En tout cas, ce qui est plus sûr, c’est qu’après une désertification presque complète vers 500 après Jésus-Christ, une forêt très dense y poussa, séparant trois peuples ennemis. Les Vikings s’étaient installés au nord, dans la région de l’actuel Schleswig, les Saxons vivaient à l’ouest, à proximité de l’Elbe, tandis que les Slaves avaient choisi les contrées vides du sud-est. Une analyse des toponymes de la région montre que ces trois peuples utilisèrent la région de Schwedeneck comme frontière naturelle pendant longtemps. Le « limes saxoniae », zone frontalière tracée en 809 par Charlemagne, aboutissait certainement là.

La colonisation danoise

Ce n’est que plus tard, lorsque cette région se trouva sous domination danoise, qu’elle fut habitée. Au début du XIVe siècle, on l’appelait d’ailleurs « danica silva » ou Dänischer Wohld en allemand, donc « Forêt danoise » (et cette forêt porte encore ce nom aujourd’hui). Comme partout en Europe, les besoins en bois et en surfaces agricoles augmentèrent si bien que les zones boisées diminuèrent ou même disparurent. Si l’ancienne forêt de fer, l’Eisenwald, se morcela petit à petit, certaines zones furent néanmoins épargnées. C’est ainsi qu’on trouve une dune boisée à l’est de Schwedeneck, sur la falaise de Noer. De même, des analyses de pollen montrent qu’il n’y a jamais eu de plantations agricoles au cœur de Stodthagen, forêt située au sud de Schwedeneck. Il s’agit donc d’une très vieille forêt.

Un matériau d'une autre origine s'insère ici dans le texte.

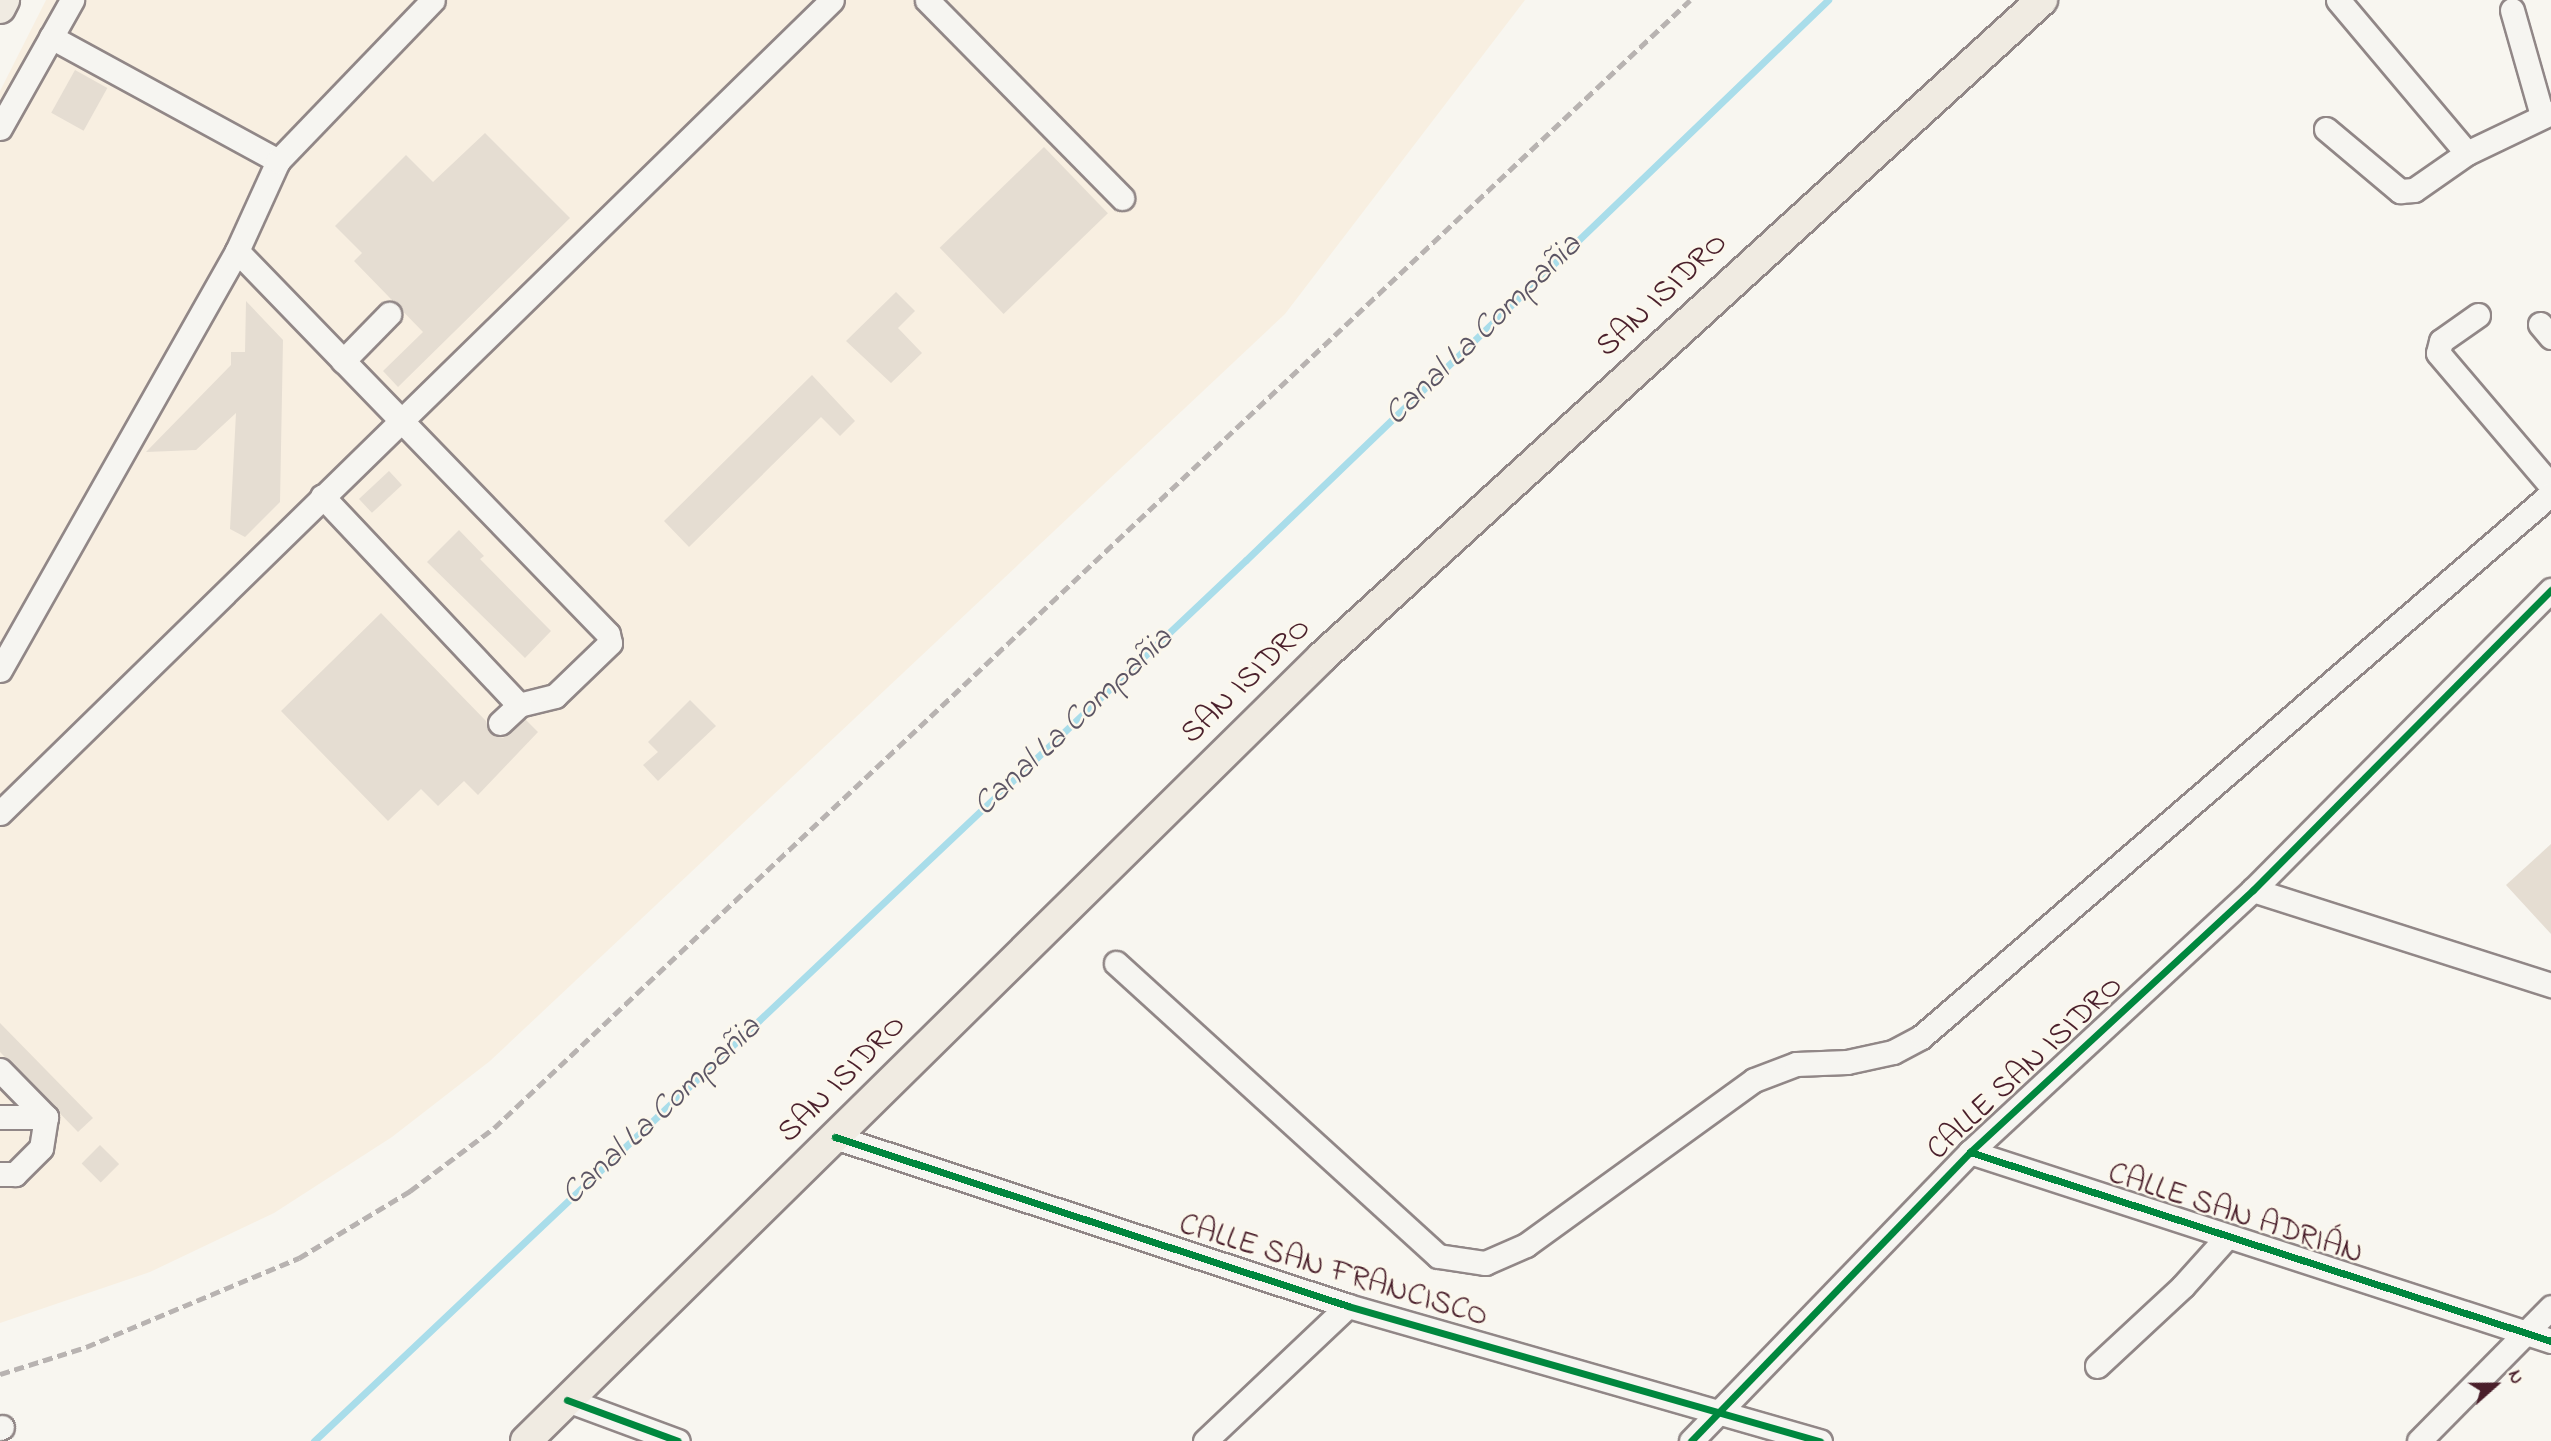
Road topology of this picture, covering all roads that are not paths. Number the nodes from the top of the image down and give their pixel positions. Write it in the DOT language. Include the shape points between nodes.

Quoi qu’il en soit, même si le petit bout de forêt dans lequel vous entrez au début de la promenade n’est pas ancestral, certains de ses arbres sont quand même au moins centenaires.

Schwedeneck et l’épave de Hedvig Sofia

Il y a 300 ans, lorsque le Danemark et la Suède se firent la guerre, des batailles navales féroces eurent lieu sur la Baltique. L’une d’entre elles se trouve figée dans le nom de Schwedeneck ou « le coin des Suédois ».

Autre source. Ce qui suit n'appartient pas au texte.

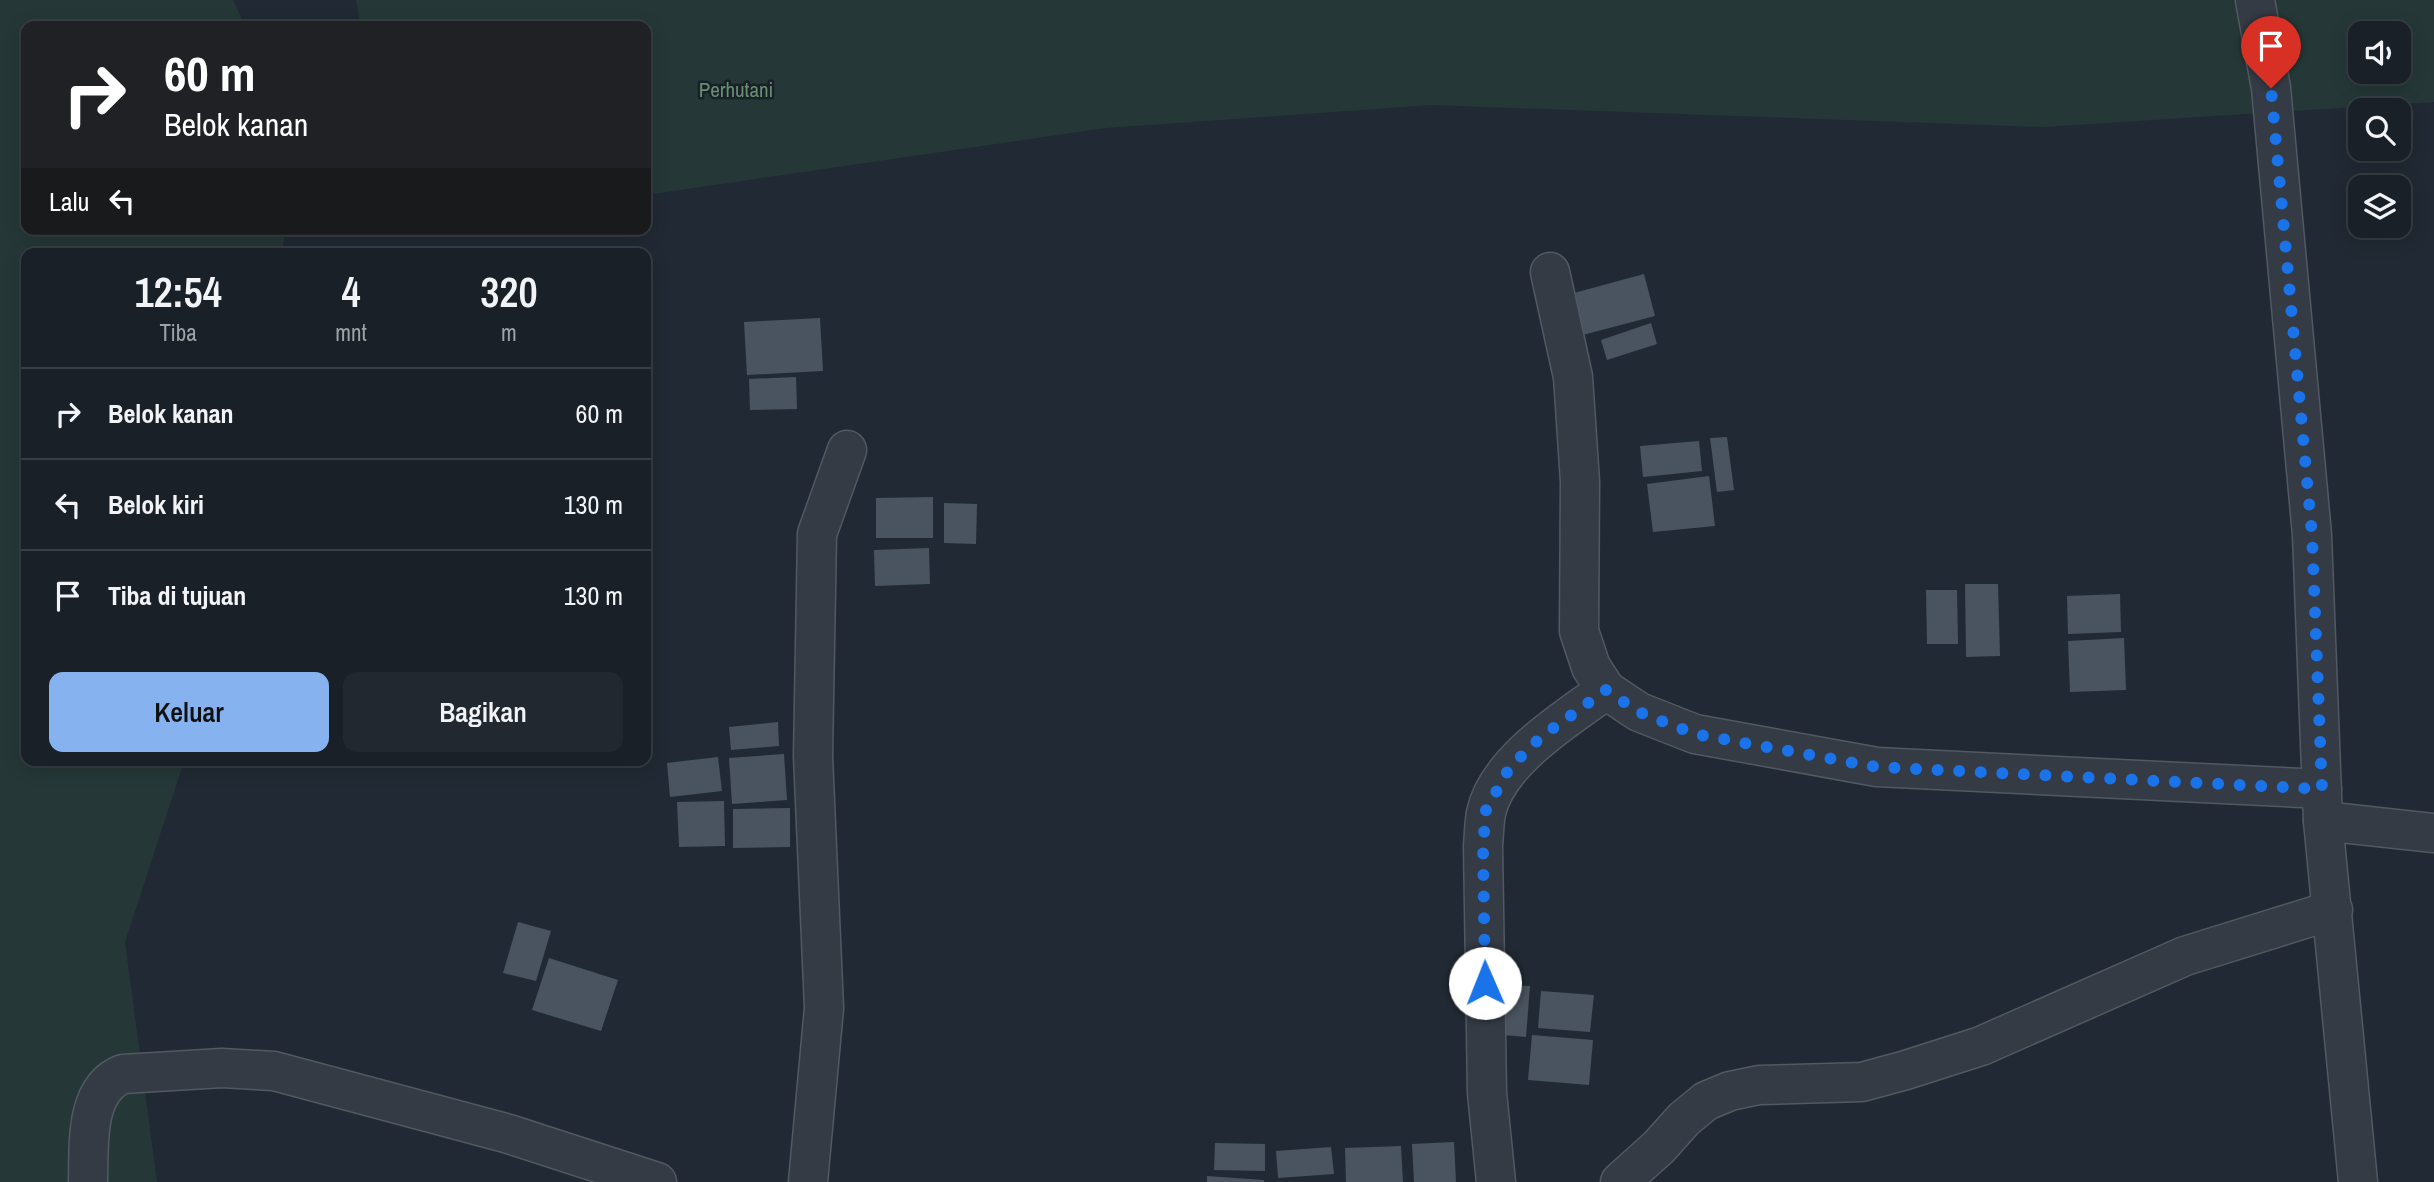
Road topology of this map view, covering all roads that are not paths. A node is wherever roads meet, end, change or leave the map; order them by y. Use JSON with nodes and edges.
{"nodes":[{"id":1,"x":2255,"y":0,"type":"edge"},
{"id":2,"x":1550,"y":272,"type":"dead end"},
{"id":3,"x":847,"y":450,"type":"dead end"},
{"id":4,"x":1606,"y":690,"type":"junction"},
{"id":5,"x":2323,"y":805,"type":"junction"},
{"id":6,"x":2434,"y":833,"type":"edge"},
{"id":7,"x":2333,"y":910,"type":"junction"},
{"id":8,"x":88,"y":1182,"type":"edge"},
{"id":9,"x":657,"y":1182,"type":"edge"},
{"id":10,"x":808,"y":1182,"type":"edge"},
{"id":11,"x":1496,"y":1182,"type":"edge"},
{"id":12,"x":1620,"y":1182,"type":"edge"},
{"id":13,"x":2358,"y":1182,"type":"edge"}],
"edges":[{"from":1,"to":5,"type":"street"},
{"from":2,"to":4,"type":"street"},
{"from":3,"to":10,"type":"street"},
{"from":4,"to":5,"type":"street"},
{"from":4,"to":11,"type":"street"},
{"from":5,"to":6,"type":"street"},
{"from":5,"to":7,"type":"street"},
{"from":7,"to":12,"type":"street"},
{"from":7,"to":13,"type":"street"},
{"from":8,"to":9,"type":"street"}]}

Petite explication : Depuis 1700 déjà, une guerre opposait les Suédois, maîtres de la Baltique, au Royaume du Danemark. Le 24 avril 1715, une partie de la flotte suédoise dont le célèbre navire « Prinsessan Hedvig Sofia » (avec ses 47 mètres de long et ses 76 canons, il était énorme) se trouvait au large de l’île de Fehmarn afin de défendre le passage vers Stralsund. En route, l’amiral Wachtmeister avait fait piller des villages ainsi que des bateaux de commerce danois. C’est alors qu’une flotte danoise, plus importante en nombre et en canons, riposta. Boum, boum et re-boum… Les six bateaux suédois, endommagés, fuirent en direction du fjord de Kiel. Après un chassé-croisé, le lendemain, Wachtmeister se retrouva entre Bülk et Stohl mais fait comme un rat, amoindri par ses pertes et conscient que sa flotte était perdue.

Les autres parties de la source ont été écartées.